What is expected –
The answer must consist of each line below that contains the string "stream".

Entries provided –
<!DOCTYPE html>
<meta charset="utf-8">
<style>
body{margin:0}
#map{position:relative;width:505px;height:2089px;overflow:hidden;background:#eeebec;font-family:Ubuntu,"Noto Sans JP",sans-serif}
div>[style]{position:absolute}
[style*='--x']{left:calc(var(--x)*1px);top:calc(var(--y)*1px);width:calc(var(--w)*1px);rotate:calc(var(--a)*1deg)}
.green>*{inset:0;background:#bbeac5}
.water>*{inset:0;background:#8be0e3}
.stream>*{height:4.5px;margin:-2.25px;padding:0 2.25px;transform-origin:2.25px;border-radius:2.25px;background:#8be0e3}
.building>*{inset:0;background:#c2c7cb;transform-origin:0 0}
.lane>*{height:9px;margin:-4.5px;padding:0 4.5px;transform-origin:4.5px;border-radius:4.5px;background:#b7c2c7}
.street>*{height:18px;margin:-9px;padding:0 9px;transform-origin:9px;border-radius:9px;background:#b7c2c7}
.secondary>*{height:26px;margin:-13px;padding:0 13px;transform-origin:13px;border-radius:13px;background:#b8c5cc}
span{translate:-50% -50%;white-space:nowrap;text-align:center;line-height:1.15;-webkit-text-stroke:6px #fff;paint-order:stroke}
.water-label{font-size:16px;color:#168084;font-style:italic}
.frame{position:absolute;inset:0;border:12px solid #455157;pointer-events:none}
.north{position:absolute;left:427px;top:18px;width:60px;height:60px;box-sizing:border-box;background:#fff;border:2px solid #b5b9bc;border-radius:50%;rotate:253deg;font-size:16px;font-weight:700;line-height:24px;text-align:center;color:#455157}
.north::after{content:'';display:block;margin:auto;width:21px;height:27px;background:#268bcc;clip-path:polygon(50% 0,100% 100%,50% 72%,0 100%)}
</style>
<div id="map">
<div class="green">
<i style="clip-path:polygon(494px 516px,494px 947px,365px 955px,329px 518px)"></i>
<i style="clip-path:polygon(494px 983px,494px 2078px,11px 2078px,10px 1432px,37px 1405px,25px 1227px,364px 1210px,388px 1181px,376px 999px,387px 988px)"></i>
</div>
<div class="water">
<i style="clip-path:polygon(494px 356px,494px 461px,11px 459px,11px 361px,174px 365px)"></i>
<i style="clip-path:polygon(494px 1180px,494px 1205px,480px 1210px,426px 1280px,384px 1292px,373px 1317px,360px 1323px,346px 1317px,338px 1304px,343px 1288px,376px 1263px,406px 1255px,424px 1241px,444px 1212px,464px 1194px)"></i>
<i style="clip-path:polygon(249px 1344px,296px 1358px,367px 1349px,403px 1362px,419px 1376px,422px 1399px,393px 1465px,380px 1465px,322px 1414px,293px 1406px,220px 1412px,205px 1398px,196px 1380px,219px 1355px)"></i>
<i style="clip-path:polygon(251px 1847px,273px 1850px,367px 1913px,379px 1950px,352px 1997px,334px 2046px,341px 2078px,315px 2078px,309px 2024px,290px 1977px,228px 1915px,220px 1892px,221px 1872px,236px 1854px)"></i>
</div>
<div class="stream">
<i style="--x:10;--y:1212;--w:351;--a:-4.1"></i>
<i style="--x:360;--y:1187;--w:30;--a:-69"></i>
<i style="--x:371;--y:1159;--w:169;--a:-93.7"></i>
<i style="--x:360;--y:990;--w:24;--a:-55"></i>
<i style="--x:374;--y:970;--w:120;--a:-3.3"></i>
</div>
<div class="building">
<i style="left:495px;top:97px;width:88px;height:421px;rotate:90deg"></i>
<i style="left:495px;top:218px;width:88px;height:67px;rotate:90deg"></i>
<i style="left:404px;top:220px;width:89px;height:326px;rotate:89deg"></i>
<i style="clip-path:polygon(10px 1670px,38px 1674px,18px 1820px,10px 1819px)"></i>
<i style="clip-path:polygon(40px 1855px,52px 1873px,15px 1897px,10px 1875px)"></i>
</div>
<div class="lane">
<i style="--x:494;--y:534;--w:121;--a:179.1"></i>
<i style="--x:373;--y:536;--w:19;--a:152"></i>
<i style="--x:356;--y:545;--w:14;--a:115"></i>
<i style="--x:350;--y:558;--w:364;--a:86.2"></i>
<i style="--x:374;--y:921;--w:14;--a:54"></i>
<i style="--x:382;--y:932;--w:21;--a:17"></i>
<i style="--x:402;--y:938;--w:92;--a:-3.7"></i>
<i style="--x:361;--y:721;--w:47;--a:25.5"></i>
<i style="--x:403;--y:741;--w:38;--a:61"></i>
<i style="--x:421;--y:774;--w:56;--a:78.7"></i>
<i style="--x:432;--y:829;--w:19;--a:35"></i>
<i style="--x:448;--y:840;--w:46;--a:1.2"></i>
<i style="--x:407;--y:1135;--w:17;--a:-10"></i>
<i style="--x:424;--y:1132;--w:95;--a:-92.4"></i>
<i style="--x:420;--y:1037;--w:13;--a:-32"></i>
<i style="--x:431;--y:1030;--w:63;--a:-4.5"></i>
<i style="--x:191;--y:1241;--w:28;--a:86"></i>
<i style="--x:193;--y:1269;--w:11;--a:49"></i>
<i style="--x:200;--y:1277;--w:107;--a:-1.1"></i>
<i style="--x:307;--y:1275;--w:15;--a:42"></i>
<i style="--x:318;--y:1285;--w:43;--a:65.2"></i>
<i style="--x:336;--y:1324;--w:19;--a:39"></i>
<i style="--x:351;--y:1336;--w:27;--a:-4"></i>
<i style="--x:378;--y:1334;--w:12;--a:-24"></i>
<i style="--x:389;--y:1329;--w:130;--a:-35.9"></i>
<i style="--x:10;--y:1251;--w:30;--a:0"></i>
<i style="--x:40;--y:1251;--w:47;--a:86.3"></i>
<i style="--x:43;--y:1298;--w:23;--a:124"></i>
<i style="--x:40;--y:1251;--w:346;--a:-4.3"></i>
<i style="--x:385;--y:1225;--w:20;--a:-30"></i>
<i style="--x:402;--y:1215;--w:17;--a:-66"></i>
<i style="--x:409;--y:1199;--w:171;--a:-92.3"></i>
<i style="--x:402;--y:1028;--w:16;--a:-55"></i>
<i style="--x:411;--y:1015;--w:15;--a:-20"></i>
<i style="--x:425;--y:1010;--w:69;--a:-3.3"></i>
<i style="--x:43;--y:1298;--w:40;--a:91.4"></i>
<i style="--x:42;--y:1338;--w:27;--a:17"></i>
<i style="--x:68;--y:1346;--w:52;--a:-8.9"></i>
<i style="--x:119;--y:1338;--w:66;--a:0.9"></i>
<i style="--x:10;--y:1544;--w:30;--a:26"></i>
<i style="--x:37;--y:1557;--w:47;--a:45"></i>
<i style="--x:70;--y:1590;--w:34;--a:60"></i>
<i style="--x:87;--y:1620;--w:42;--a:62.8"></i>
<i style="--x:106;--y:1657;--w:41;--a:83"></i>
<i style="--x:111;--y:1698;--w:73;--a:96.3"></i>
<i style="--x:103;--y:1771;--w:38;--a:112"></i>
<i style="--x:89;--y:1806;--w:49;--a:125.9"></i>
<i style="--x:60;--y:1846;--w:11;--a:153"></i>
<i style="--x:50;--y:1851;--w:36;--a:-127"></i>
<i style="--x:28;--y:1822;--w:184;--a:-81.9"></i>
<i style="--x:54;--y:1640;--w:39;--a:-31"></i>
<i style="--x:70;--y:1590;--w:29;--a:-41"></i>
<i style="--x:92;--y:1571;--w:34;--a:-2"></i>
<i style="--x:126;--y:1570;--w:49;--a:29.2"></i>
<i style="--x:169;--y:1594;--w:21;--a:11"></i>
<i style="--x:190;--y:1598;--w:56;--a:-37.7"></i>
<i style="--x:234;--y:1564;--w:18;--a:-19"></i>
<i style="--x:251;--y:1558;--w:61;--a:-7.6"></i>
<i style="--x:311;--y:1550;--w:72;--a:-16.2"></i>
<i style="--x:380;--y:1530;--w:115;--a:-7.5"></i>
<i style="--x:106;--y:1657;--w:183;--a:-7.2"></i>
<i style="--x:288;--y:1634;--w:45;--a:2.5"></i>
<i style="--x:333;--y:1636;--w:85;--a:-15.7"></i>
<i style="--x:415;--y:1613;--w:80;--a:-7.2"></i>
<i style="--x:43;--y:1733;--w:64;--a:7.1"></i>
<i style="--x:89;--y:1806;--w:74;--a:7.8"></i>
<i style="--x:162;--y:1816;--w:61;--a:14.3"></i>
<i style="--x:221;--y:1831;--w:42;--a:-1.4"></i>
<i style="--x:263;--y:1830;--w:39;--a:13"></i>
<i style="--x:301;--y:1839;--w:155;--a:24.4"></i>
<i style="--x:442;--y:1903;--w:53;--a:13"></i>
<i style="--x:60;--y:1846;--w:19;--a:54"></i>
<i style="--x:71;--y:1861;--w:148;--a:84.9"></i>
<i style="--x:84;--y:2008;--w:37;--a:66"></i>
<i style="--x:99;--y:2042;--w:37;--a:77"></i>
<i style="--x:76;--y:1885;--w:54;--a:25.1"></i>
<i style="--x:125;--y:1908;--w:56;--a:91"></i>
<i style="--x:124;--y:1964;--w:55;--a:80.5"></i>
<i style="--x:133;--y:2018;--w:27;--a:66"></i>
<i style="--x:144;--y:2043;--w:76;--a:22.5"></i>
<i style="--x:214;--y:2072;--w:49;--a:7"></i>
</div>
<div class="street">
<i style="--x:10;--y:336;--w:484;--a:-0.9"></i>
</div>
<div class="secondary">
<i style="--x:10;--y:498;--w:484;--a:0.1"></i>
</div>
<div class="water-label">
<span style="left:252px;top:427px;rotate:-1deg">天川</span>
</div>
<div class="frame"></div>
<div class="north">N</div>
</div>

Answer to the problem –
.stream>*{height:4.5px;margin:-2.25px;padding:0 2.25px;transform-origin:2.25px;border-radius:2.25px;background:#8be0e3}
<div class="stream">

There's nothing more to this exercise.